Extracted material>
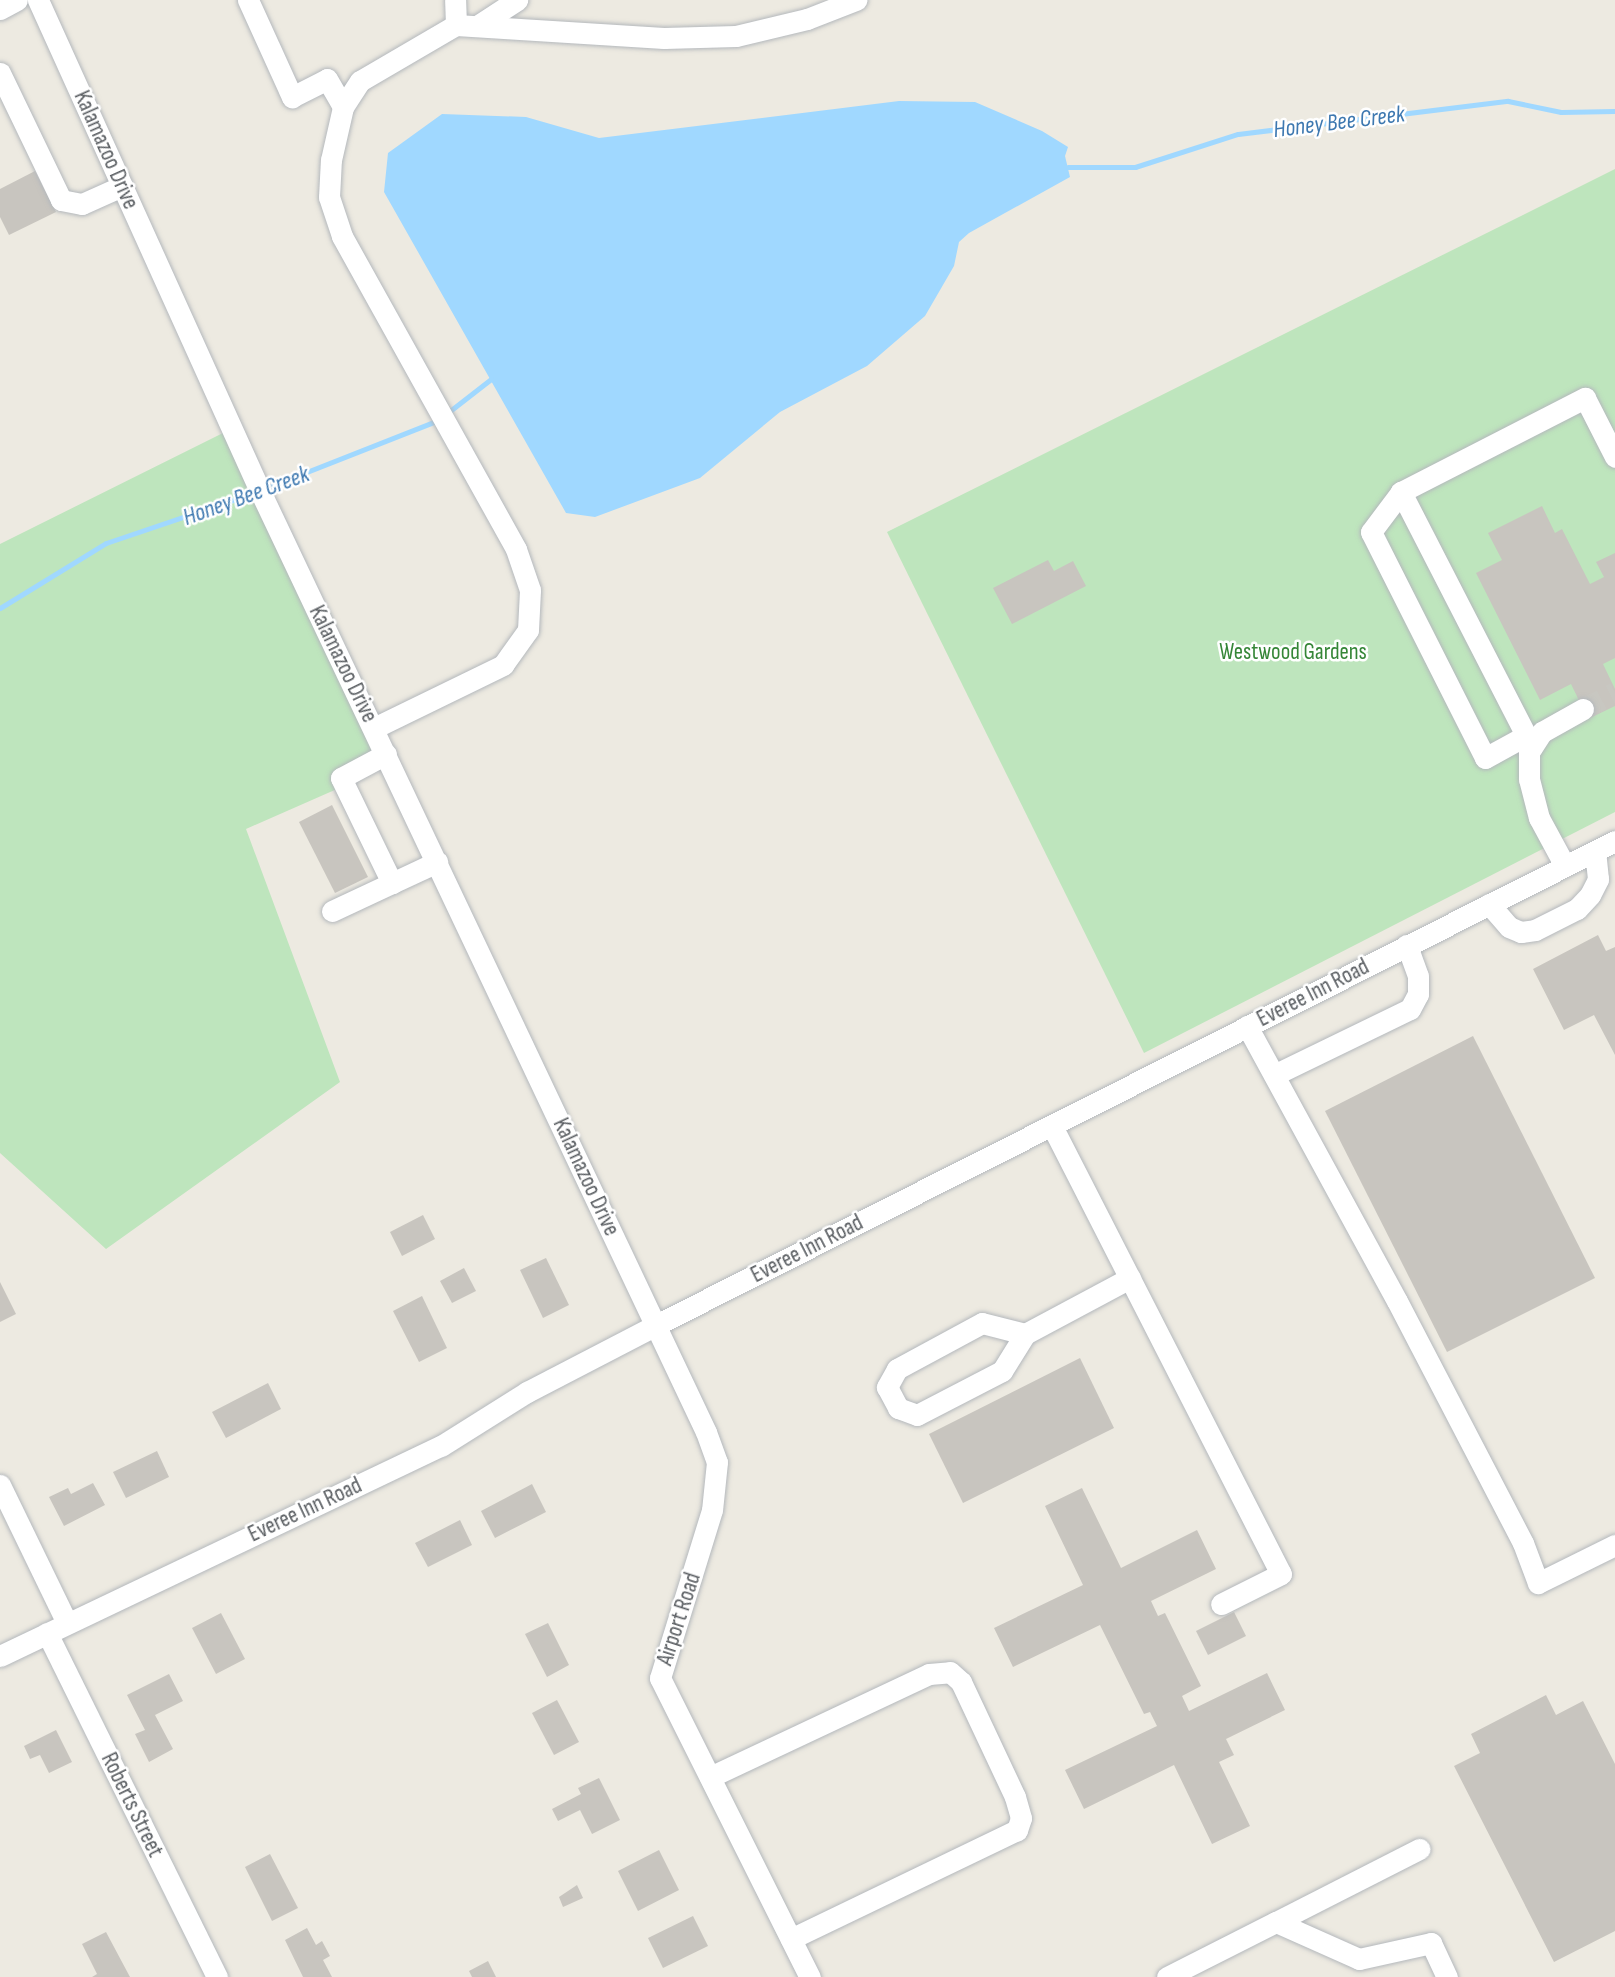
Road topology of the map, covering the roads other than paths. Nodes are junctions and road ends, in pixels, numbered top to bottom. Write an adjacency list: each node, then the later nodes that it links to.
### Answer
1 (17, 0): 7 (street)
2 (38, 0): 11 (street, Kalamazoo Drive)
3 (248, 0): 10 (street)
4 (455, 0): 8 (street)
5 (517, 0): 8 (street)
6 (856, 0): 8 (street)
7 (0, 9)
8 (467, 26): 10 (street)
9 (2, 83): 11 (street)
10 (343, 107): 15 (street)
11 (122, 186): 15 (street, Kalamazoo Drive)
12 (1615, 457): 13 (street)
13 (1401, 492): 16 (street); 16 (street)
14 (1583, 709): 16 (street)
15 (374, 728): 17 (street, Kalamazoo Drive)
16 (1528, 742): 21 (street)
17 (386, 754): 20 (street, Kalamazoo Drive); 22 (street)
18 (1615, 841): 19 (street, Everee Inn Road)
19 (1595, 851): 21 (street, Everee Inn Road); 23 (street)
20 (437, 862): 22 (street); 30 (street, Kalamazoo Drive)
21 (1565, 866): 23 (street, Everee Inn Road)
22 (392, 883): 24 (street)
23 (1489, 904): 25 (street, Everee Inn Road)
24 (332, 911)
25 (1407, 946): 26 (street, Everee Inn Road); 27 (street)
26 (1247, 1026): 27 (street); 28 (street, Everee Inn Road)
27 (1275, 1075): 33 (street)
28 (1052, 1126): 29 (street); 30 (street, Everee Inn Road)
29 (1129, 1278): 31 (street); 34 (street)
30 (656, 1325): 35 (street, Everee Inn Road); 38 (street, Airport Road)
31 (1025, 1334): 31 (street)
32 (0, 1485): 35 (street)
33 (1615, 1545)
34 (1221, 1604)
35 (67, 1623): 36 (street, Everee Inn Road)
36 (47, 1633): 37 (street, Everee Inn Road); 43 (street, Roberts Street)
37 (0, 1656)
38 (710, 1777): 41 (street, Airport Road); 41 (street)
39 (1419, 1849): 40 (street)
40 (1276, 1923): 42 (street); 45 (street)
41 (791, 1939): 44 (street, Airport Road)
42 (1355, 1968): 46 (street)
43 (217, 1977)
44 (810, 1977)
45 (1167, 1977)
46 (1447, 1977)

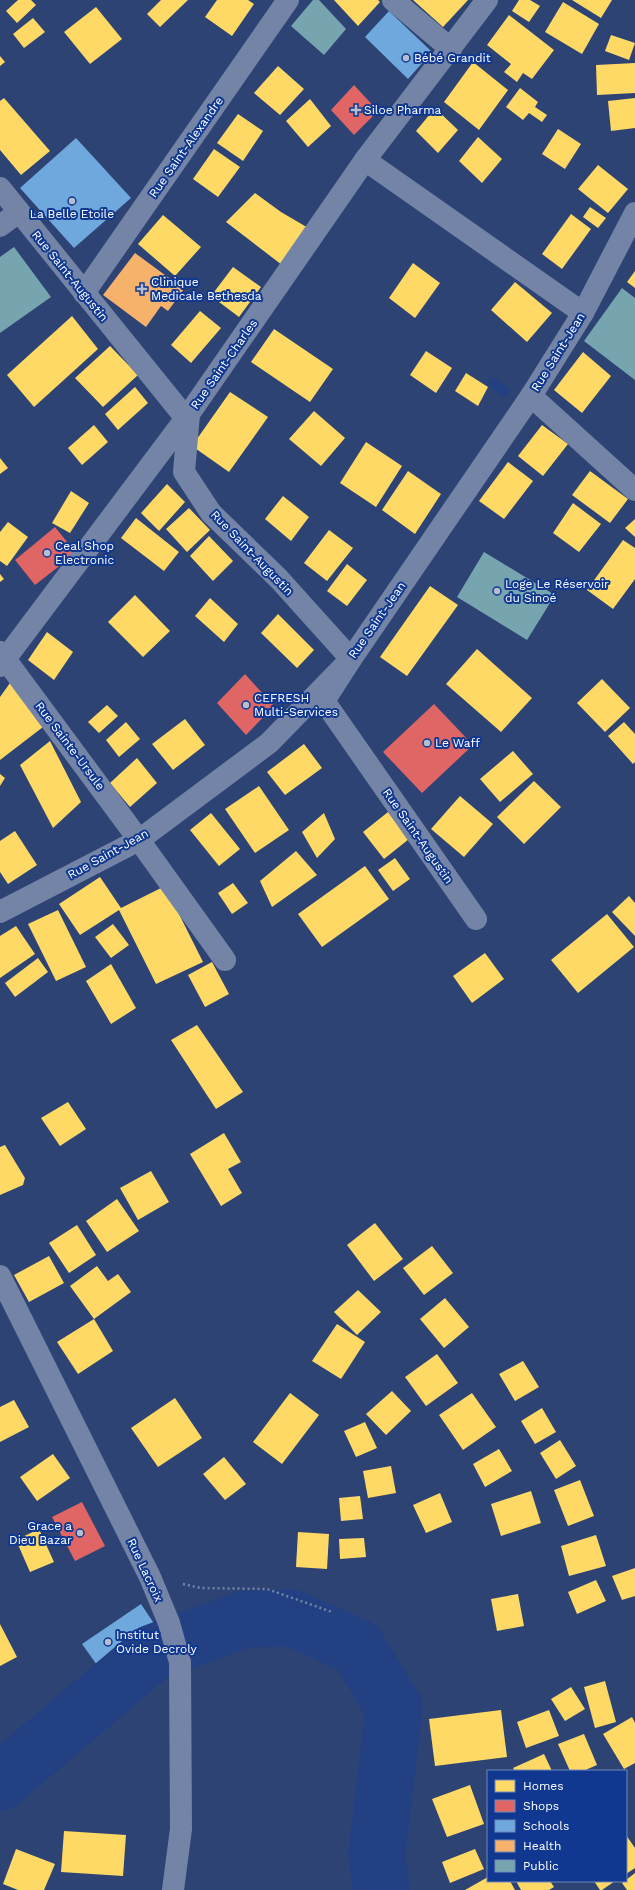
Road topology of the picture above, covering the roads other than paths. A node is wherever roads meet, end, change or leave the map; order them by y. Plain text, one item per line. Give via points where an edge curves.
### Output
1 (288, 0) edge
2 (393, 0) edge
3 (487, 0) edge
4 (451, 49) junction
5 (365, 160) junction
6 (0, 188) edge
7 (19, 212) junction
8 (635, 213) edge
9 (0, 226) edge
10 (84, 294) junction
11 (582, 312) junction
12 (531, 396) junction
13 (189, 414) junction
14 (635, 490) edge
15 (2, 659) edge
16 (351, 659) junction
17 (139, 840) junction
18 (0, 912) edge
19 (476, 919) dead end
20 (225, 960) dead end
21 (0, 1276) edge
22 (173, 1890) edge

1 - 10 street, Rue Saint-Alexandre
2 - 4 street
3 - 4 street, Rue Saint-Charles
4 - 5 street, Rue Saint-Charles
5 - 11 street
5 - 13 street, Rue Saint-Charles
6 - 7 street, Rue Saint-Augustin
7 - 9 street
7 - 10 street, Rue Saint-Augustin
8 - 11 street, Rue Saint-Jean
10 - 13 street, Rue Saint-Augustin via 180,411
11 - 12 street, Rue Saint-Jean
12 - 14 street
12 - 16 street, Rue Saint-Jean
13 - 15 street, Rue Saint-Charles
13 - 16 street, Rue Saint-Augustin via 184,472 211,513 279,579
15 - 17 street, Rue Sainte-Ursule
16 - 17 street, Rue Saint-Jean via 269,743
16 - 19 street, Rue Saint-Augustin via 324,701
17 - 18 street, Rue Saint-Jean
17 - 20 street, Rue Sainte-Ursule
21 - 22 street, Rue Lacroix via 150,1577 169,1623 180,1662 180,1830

Directions> Would you repeat the entries exactly, but with no pictures?

Answer box>
Road topology of the map, covering the roads other than paths. Nodes are junctions and road ends, in pixels, numbered top to bottom. Write an adjacency list: each node, then the later nodes that it links to.
### Answer
1 (17, 0): 7 (street)
2 (38, 0): 11 (street, Kalamazoo Drive)
3 (248, 0): 10 (street)
4 (455, 0): 8 (street)
5 (517, 0): 8 (street)
6 (856, 0): 8 (street)
7 (0, 9)
8 (467, 26): 10 (street)
9 (2, 83): 11 (street)
10 (343, 107): 15 (street)
11 (122, 186): 15 (street, Kalamazoo Drive)
12 (1615, 457): 13 (street)
13 (1401, 492): 16 (street); 16 (street)
14 (1583, 709): 16 (street)
15 (374, 728): 17 (street, Kalamazoo Drive)
16 (1528, 742): 21 (street)
17 (386, 754): 20 (street, Kalamazoo Drive); 22 (street)
18 (1615, 841): 19 (street, Everee Inn Road)
19 (1595, 851): 21 (street, Everee Inn Road); 23 (street)
20 (437, 862): 22 (street); 30 (street, Kalamazoo Drive)
21 (1565, 866): 23 (street, Everee Inn Road)
22 (392, 883): 24 (street)
23 (1489, 904): 25 (street, Everee Inn Road)
24 (332, 911)
25 (1407, 946): 26 (street, Everee Inn Road); 27 (street)
26 (1247, 1026): 27 (street); 28 (street, Everee Inn Road)
27 (1275, 1075): 33 (street)
28 (1052, 1126): 29 (street); 30 (street, Everee Inn Road)
29 (1129, 1278): 31 (street); 34 (street)
30 (656, 1325): 35 (street, Everee Inn Road); 38 (street, Airport Road)
31 (1025, 1334): 31 (street)
32 (0, 1485): 35 (street)
33 (1615, 1545)
34 (1221, 1604)
35 (67, 1623): 36 (street, Everee Inn Road)
36 (47, 1633): 37 (street, Everee Inn Road); 43 (street, Roberts Street)
37 (0, 1656)
38 (710, 1777): 41 (street, Airport Road); 41 (street)
39 (1419, 1849): 40 (street)
40 (1276, 1923): 42 (street); 45 (street)
41 (791, 1939): 44 (street, Airport Road)
42 (1355, 1968): 46 (street)
43 (217, 1977)
44 (810, 1977)
45 (1167, 1977)
46 (1447, 1977)

Road topology of the picture above, covering the roads other than paths. A node is wherever roads meet, end, change or leave the map; order them by y. Plain text, one item per line. Give via points where an edge curves.
### Output
1 (288, 0) edge
2 (393, 0) edge
3 (487, 0) edge
4 (451, 49) junction
5 (365, 160) junction
6 (0, 188) edge
7 (19, 212) junction
8 (635, 213) edge
9 (0, 226) edge
10 (84, 294) junction
11 (582, 312) junction
12 (531, 396) junction
13 (189, 414) junction
14 (635, 490) edge
15 (2, 659) edge
16 (351, 659) junction
17 (139, 840) junction
18 (0, 912) edge
19 (476, 919) dead end
20 (225, 960) dead end
21 (0, 1276) edge
22 (173, 1890) edge

1 - 10 street, Rue Saint-Alexandre
2 - 4 street
3 - 4 street, Rue Saint-Charles
4 - 5 street, Rue Saint-Charles
5 - 11 street
5 - 13 street, Rue Saint-Charles
6 - 7 street, Rue Saint-Augustin
7 - 9 street
7 - 10 street, Rue Saint-Augustin
8 - 11 street, Rue Saint-Jean
10 - 13 street, Rue Saint-Augustin via 180,411
11 - 12 street, Rue Saint-Jean
12 - 14 street
12 - 16 street, Rue Saint-Jean
13 - 15 street, Rue Saint-Charles
13 - 16 street, Rue Saint-Augustin via 184,472 211,513 279,579
15 - 17 street, Rue Sainte-Ursule
16 - 17 street, Rue Saint-Jean via 269,743
16 - 19 street, Rue Saint-Augustin via 324,701
17 - 18 street, Rue Saint-Jean
17 - 20 street, Rue Sainte-Ursule
21 - 22 street, Rue Lacroix via 150,1577 169,1623 180,1662 180,1830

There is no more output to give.